Dan Bunten and M.U.L.E.  - evo_9
http://www.filfre.net/2013/02/dan-bunten-and-m-u-l-e/
======
burmask
It's fun to compete with two or four friends. Typically everyone fights and
there's little progress made by anyone. I think it's interesting to control
the market and see how many collective points can be achieved by all players.
Playing all four players cooperatively, I choose plot installations based on
maximizing the plot of land, not out of necessity. I shared food and energy so
all four players had some, every turn. Smithore was used to create mules, so I
would grab mules, without installations, and drop them in the middle of no
where to drive the price up. I can remember in one turn with four players, I
could drop a whole pen of 15 mules. Naturally, since I owned all the Smithore
and drove the price up, it payed well every turn. Crystite, however, is tricky
to figure.
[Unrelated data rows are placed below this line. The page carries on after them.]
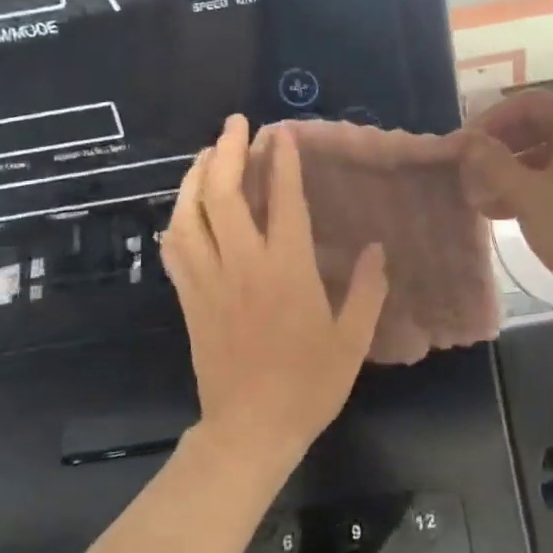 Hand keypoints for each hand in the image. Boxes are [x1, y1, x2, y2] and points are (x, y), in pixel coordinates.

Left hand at [161, 114, 387, 469]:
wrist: (250, 429)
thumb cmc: (308, 385)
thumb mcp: (351, 340)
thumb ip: (367, 290)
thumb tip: (377, 248)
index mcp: (287, 270)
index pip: (284, 201)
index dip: (284, 161)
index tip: (283, 133)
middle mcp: (243, 264)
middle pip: (225, 194)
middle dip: (230, 151)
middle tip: (237, 123)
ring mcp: (209, 280)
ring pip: (191, 214)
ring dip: (198, 176)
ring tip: (209, 153)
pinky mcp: (188, 298)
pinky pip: (175, 248)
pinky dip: (178, 218)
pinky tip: (185, 207)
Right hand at [462, 90, 552, 323]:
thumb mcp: (527, 195)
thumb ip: (490, 161)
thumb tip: (463, 139)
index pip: (527, 103)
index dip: (489, 121)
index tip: (462, 147)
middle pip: (537, 125)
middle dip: (499, 148)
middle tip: (468, 172)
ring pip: (547, 151)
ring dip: (511, 170)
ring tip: (481, 197)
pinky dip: (532, 184)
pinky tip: (505, 209)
I could never determine what drives the price fluctuations with
Crystite. Seemed to be random.

Best part of the game, is the auction view. Cool UI. Buyers on the bottom and
seller on the top. Moving up and down changes the price as the auction timer
ticks away. Every turn, there's a lot of action in the auctions depending on
the type of play going on, needs of the other players, and prices of the
commodities being traded.

As +fidotron states, it is profoundly brilliant. Please check it out.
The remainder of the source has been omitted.